Ramananda Chatterjee credited Bradley-Birt with "resuscitating" the literary study of Henry Louis Vivian Derozio.

Bradley-Birt married (1 December 1920) Lady Norah Beatrice Henriette Spencer-Churchill Of Marlborough, daughter of George Spencer-Churchill, 8th Duke of Marlborough (she was, therefore, a cousin of Winston Churchill).

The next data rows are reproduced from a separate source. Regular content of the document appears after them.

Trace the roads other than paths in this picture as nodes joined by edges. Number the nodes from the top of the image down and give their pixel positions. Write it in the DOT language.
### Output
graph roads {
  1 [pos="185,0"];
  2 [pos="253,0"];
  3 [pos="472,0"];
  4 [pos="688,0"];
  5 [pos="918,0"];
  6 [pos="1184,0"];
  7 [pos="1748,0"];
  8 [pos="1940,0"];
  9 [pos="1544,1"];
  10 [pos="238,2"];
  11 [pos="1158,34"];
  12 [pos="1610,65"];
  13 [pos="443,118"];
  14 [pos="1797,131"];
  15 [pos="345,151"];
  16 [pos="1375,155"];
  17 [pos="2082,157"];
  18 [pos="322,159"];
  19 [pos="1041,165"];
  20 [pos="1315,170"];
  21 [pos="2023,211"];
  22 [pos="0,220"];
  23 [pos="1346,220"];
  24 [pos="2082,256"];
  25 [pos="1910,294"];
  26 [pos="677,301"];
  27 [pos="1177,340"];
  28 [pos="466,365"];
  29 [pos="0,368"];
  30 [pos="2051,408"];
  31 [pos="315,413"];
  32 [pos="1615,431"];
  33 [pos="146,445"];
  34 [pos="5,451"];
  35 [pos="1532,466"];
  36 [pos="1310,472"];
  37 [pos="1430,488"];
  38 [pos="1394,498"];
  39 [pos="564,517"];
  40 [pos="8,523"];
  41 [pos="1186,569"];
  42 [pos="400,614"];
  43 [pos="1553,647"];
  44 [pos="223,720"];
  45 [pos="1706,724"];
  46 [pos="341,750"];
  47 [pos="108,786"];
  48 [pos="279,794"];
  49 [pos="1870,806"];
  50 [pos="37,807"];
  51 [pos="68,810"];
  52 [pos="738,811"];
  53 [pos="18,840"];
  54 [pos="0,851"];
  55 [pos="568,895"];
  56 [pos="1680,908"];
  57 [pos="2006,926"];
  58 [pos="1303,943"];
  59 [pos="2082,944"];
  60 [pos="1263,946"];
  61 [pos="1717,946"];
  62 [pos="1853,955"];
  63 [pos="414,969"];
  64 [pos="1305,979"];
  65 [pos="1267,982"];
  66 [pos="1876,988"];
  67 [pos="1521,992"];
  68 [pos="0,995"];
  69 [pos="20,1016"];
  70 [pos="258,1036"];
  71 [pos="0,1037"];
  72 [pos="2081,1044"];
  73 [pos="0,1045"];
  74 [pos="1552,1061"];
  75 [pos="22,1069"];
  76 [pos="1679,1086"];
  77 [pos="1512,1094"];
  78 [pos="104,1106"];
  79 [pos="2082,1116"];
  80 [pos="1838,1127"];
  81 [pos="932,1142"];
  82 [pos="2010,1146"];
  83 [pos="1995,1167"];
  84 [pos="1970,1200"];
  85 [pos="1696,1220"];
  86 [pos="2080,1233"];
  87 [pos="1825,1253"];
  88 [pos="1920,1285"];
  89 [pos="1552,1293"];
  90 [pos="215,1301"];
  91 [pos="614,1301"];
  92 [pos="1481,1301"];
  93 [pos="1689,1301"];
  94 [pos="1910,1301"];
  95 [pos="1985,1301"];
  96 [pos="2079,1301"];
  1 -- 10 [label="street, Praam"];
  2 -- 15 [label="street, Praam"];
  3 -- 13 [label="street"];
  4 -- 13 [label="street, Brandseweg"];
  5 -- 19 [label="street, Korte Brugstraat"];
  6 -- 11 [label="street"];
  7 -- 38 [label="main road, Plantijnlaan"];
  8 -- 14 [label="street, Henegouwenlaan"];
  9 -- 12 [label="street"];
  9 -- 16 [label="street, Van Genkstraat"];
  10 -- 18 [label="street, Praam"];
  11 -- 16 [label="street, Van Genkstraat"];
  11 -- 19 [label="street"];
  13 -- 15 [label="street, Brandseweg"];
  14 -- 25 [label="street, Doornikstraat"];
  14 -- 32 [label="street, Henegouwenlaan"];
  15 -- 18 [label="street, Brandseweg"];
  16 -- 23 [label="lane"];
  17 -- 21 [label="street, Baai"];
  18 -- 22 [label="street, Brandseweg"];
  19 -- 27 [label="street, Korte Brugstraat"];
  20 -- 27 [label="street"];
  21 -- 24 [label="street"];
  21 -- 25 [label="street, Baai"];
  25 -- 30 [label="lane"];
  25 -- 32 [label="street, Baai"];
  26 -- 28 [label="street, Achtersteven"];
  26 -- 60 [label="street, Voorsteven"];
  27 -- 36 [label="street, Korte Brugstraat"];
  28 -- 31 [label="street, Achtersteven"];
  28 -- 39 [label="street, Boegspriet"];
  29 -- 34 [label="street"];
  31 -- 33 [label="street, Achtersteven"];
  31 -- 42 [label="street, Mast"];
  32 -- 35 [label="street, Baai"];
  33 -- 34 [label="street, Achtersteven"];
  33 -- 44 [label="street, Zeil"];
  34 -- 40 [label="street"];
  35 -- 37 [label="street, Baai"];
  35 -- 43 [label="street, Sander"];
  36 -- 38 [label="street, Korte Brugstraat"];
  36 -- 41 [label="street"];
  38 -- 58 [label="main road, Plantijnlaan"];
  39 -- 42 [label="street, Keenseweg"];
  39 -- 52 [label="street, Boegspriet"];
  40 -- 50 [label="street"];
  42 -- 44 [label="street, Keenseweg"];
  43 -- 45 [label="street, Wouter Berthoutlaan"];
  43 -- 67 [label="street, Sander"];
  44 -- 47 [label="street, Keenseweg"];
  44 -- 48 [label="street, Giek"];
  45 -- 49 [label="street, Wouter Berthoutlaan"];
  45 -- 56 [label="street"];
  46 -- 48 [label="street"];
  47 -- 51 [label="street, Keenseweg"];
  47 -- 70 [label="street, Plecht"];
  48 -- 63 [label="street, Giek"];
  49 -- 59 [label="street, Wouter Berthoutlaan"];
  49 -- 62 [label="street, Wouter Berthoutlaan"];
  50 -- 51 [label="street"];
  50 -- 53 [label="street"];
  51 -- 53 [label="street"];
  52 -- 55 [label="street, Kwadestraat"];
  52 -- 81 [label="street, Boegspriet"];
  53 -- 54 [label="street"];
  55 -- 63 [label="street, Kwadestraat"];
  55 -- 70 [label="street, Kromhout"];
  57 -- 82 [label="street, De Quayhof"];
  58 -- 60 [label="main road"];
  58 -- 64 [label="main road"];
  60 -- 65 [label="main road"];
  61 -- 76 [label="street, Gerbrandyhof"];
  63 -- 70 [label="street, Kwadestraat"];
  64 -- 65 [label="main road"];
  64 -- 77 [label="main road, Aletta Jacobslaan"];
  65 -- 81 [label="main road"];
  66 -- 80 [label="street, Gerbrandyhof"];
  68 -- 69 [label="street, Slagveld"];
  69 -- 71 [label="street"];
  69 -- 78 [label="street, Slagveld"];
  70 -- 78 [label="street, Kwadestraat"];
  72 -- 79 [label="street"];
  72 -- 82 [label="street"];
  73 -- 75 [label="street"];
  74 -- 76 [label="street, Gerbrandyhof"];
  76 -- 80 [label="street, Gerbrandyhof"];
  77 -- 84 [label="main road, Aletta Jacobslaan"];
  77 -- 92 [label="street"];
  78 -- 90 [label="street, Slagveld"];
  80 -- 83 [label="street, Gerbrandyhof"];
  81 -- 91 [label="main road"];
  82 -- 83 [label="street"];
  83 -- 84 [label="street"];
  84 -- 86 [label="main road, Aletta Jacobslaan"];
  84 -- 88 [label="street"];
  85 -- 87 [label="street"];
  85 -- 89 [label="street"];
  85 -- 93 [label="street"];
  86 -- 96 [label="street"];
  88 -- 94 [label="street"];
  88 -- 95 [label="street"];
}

Bradley-Birt owned a property known as Birtsmorton Court, which he acquired from his uncle, F. R. Bradley-Birt, who bought it in 1911, re-uniting it with the neighboring property of Berrow, which was already under his ownership.

== Works ==
- Through Persia, from the gulf to the Caspian (1909)
- Persia; through Persia from the Gulf to the Caspian (1910)
- Bengal fairy tales (1920) (with illustrations by Abanindranath Tagore)
- Chota Nagpore, a little-known province of the empire (1903)
- The story of an Indian upland (1905)
- The romance of an eastern capital (1906)
- Twelve men of Bengal in the nineteenth century (1910)
- 'Sylhet' Thackeray (1911)
- Poems of Henry Louis Vivian Derozio : a forgotten Anglo-Indian (1923)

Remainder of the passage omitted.